=== Your task ===
From the records below, return every line containing the word "Marconi".

(Beginning of Supplied material)

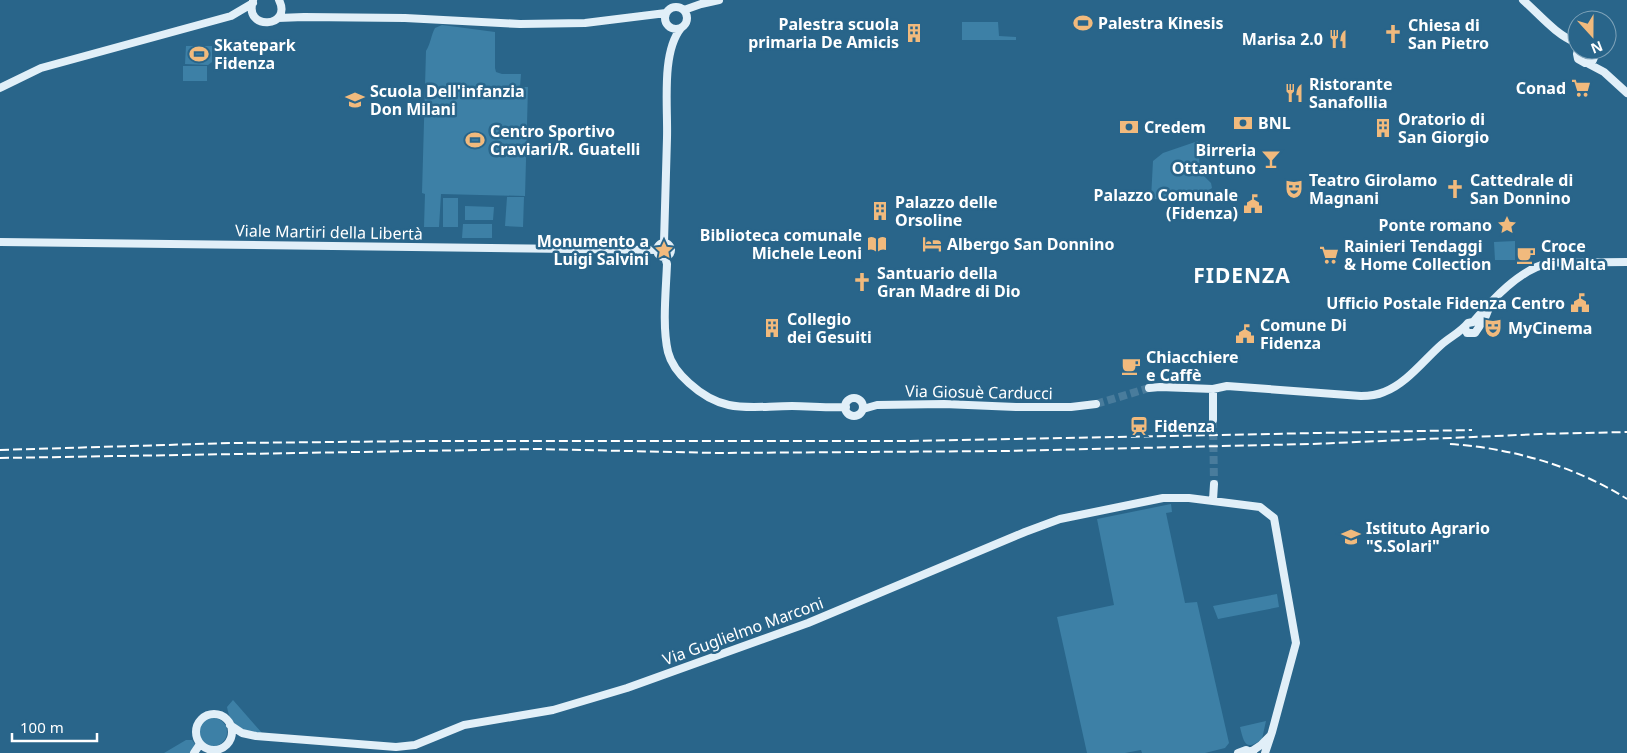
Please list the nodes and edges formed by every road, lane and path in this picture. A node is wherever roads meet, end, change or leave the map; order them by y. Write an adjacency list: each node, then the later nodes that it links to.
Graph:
1 (1523, 0): 14 (street)
2 (253, 1): 6 (street); 7 (street)
3 (715, 1): 5 (street); 11 (street)
4 (281, 2): 8 (street); 10 (street)
5 (684, 10): 9 (street); 11 (street)
6 (231, 16): 7 (street); 21 (street)
7 (254, 16): 10 (street)
8 (304, 17): 9 (street); 10 (street)
9 (665, 17): 12 (street)
10 (278, 18)
11 (687, 19): 13 (street)
12 (672, 28): 13 (street); 15 (street)
13 (681, 28): 15 (street)
14 (1567, 37)
15 (672, 46): 24 (street)
16 (1580, 60): 19 (street)
17 (1593, 60): 19 (street)
18 (1598, 60): 20 (street)
19 (1587, 63): 20 (street)
20 (1604, 72): 22 (street)
21 (0, 88)
22 (1627, 93)
23 (0, 242): 25 (street, Viale Martiri della Libertà)
24 (664, 242): 25 (street); 26 (street)
25 (657, 250): 26 (street)
26 (665, 257): 31 (street)
27 (1627, 262): 29 (street)
28 (1149, 388): 29 (street)
29 (1214, 388): 33 (street)
30 (1096, 404): 32 (street, Via Giosuè Carducci)
31 (846, 407): 32 (street); 32 (street)
32 (863, 409)
33 (1213, 420)
34 (1214, 484): 35 (street)
35 (1213, 500): 37 (street, Via Guglielmo Marconi); 38 (street, Via Guglielmo Marconi)
36 (230, 725): 38 (street, Via Guglielmo Marconi); 39 (street); 40 (street)
37 (1272, 732): 42 (street); 45 (street, Via Guglielmo Marconi)
38 (256, 736): 40 (street, Via Guglielmo Marconi)
39 (200, 744): 41 (street); 43 (street)
40 (227, 744): 41 (street)
41 (212, 752)
42 (1253, 752): 44 (street)
43 (194, 753)
44 (1238, 753)
45 (1265, 753)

(End of Supplied material)

=== Written response ===
35 (1213, 500): 37 (street, Via Guglielmo Marconi); 38 (street, Via Guglielmo Marconi)
36 (230, 725): 38 (street, Via Guglielmo Marconi); 39 (street); 40 (street)
37 (1272, 732): 42 (street); 45 (street, Via Guglielmo Marconi)
38 (256, 736): 40 (street, Via Guglielmo Marconi)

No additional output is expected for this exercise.